Levando adiante as questões da cultura que se formou em torno deste sistema, quando passaremos a nos importar com o custo real de um investimento em informatização?
Muitos softwares ilegais possuem restrições de atualizações de segurança, enquanto outros, supostamente grátis, possuem limitações de determinados recursos. Ambos fatores vão provocar em redes de médio ou grande porte sérios problemas técnicos.
E falando em problemas técnicos, em uma suposta fiscalização, de quem é a culpa pelo uso de softwares (i)legais? Do Supervisor ou do técnico? A direção irá assumir que apelou para o uso deste tipo de software, ou irá dizer que foi “enganada” pelo técnico?

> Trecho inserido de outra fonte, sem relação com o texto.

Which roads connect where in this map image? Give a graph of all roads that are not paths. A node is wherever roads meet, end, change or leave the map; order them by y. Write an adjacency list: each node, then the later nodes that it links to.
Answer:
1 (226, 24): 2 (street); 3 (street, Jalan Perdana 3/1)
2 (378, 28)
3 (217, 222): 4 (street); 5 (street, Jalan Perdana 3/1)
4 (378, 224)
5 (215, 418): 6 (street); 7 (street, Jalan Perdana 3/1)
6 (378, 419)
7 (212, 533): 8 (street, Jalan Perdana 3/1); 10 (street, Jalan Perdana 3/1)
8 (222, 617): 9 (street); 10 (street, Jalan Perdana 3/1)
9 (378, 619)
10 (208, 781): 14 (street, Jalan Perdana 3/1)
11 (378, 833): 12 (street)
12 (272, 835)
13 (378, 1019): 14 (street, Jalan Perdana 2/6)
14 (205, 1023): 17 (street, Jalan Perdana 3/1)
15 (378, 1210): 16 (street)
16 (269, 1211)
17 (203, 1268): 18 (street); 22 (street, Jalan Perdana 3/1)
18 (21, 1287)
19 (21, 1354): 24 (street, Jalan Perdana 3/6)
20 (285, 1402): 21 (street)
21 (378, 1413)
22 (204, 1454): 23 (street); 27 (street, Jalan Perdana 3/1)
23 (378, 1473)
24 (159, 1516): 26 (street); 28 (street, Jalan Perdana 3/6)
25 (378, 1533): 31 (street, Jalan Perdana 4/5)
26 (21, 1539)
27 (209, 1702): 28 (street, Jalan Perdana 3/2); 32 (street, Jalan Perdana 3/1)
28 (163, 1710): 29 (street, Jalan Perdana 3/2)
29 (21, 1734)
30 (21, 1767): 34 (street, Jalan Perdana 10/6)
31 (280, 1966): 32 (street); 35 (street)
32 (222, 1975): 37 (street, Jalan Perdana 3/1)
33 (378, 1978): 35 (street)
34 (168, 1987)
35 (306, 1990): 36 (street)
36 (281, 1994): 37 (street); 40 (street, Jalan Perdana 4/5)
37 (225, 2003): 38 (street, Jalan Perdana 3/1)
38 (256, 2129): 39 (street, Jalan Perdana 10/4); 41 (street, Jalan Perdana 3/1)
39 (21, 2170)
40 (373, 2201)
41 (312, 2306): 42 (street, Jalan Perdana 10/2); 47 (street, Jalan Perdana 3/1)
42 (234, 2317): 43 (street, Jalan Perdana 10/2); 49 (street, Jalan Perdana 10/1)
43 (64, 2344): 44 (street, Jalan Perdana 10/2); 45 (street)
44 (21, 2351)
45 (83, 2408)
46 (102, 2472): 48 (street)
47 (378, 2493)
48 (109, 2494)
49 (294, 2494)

Não se engane. Software pirata é o mesmo que comprar filmes piratas e outros produtos ilegais. Você e sua empresa estão investindo no atraso tecnológico, no risco técnico e na insegurança. É hora de despertamos para buscar alternativas viáveis.
Elas existem?
Sim. Primeiro, se o seu negocio exige grandes recursos de TI, pense melhor ao tentar empreender com poucos recursos iniciais. Consulte bem o mercado das soluções disponíveis e veja onde se pode economizar. Se um único software faz o que você precisa e é determinante para o negócio, invista nele, pois haverá menos dores de cabeça e mais recursos disponíveis, como suporte e atualizações.
Em segundo lugar, se a necesidade da sua empresa não ultrapassa os recursos de informática mais básicos, pense em soluções mais simples, que em sua maioria estão em concorrentes mais baratos o, em softwares livres distribuídos de forma gratuita, tais como o Gnu/Linux, Gimp, BrOffice e etc. Você poderá se surpreender, pois com um pouco de treinamento muitos destes softwares se mostrarão equivalentes ou superiores aos seus companheiros pagos.
Em terceiro e último lugar, coloque no papel e na planilha os custos e o retorno esperado deles. Procure levantar características técnicas amplas, envolvendo não apenas a funcionalidade esperada, mas as vantagens de instalação, manutenção, segurança e aderência, bem como as necessidades de quem precisa operar os softwares.
Mas cuidado! Nem todo Software Livre é grátis. Nem todo software grátis é software livre. Nem todo software grátis pode ser usado de forma gratuita dentro de uma empresa ou organização. E lembre-se que adquirir um software é muito mais do que ignorar as palavras iniciais na hora da instalação.
Ao procurar por conselhos, veja se este empresário ou organização possui uma estrutura semelhante de negócios. Procure por mais de um “case” e não deixe de verificar o que o governo federal tem conseguido com o software livre; instituições de grande porte como o Banco do Brasil e Caixa Econômica possuem um know-how notável com soluções abertas.
Existem combinações diversas para que sua empresa, casa ou organização estejam legalizadas e produzindo com qualidade. No atual contexto do caminho do desenvolvimento traçado pelo governo, é hora de mudarmos muitas culturas. A visão “holística” da empresa diante da sociedade e do ecossistema pede por responsabilidade e sustentabilidade.